Some additional obligations are included that can be specified further at a later point in time: e.g., a restriction on using, in competition with business users, of any data not publicly available, which is generated by a business user; a guaranteed option for users to un-install software applications that are not essential for the functioning of the operating system; an obligation to allow the installation and operation of third-party software and other similar measures that guarantee users a free choice of software for their needs. This, in turn, means that business users will enjoy a significantly greater freedom in offering their own services and competing with gatekeepers on more equitable terms.

The Digital Markets Regulation provides a verification procedure for enforcing compliance with these obligations, as well as the relevant sanctions for non-compliance. Additionally, the draft includes arrangements to provisionally suspend the application of specific obligations for overriding reasons of public interest or for ensuring the economic viability of the gatekeeper’s operation.

By way of comparison, the proposed Digital Services Regulation is aimed at harmonizing the rules for providing intermediary digital services on the internal market.

Such harmonization is aimed at several very specific areas. Firstly, the proposed draft explicitly states that providers of a ‘mere conduit’ service cannot be held liable for the content of the transmitted data if such data transmission was not initiated by them in the first place, if the recipient was not selected by them and the data transmitted has not been modified by them. Such a limitation of liability is also provided for the automatic, intermediate and transient storage (caching) of data, as long as the service provider complies with the terms of access to such information, does not modify it, observes the rules for updating it, does not interfere with the use of data usage tracking technology and acts to remove stored content that has been blocked for whatever reason. For hosting services (storage of user-supplied content), the waiver of liability applies in either of two alternative scenarios: either the service provider is unaware that such content is associated with illegal activity; or upon obtaining such knowledge or awareness, the service provider acts expeditiously to remove or to disable access to the illegal content.

The proposed legislation explicitly provides that a waiver of liability will apply even in cases where the service provider is voluntarily conducting an own-initiative investigation. Accordingly, no imperative obligation is imposed on the provider to actively inspect the data used.
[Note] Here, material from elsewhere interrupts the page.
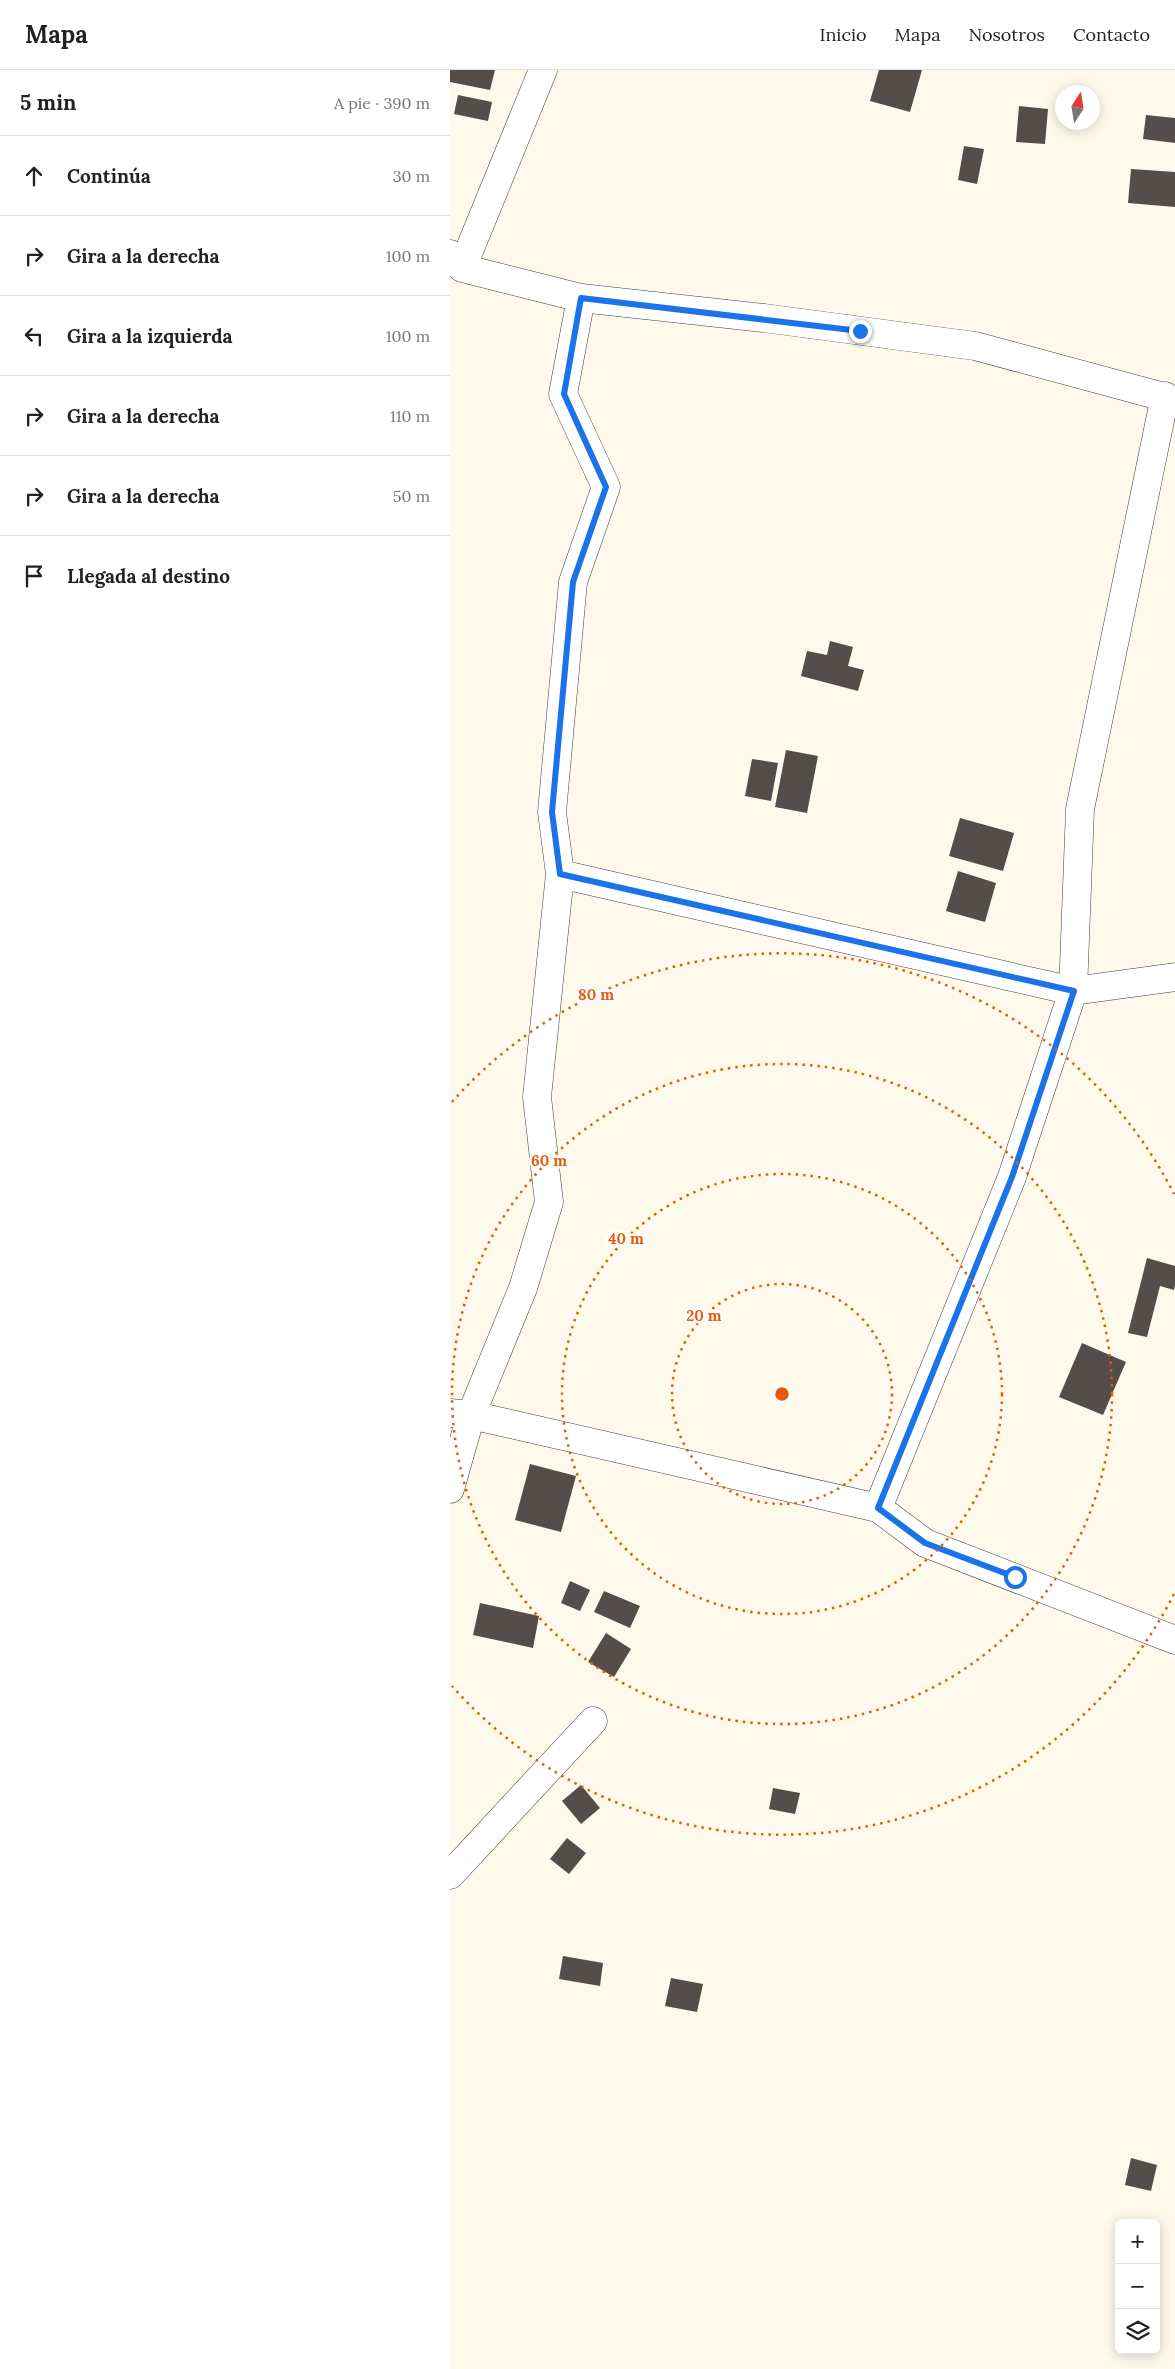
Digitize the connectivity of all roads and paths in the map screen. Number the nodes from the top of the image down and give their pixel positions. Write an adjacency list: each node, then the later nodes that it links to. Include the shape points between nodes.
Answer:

In addition, mechanisms are provided for processing reports of violation of third-party rights, in-house systems for handling customer complaints about removing or disabling access to their content, and measures to ensure transparency of advertising. For very large platforms the proposed legislation also provides an obligation to take action with respect to systemic risks associated with their operation: to conduct audits, to ensure transparency of recommender systems, additional transparency for advertising, etc. The language of the digital markets and digital services regulations is yet to be finalized; they are expected to take effect in early 2023. In any case, it is clear that the available solutions in the areas of digital markets and digital services will be explicitly codified within the framework of the policies already stated by the European Union for ensuring a level playing field for all players on the internal market while also ensuring freedom for the provision of services and respect for intellectual property rights, the security and protection of EU citizens.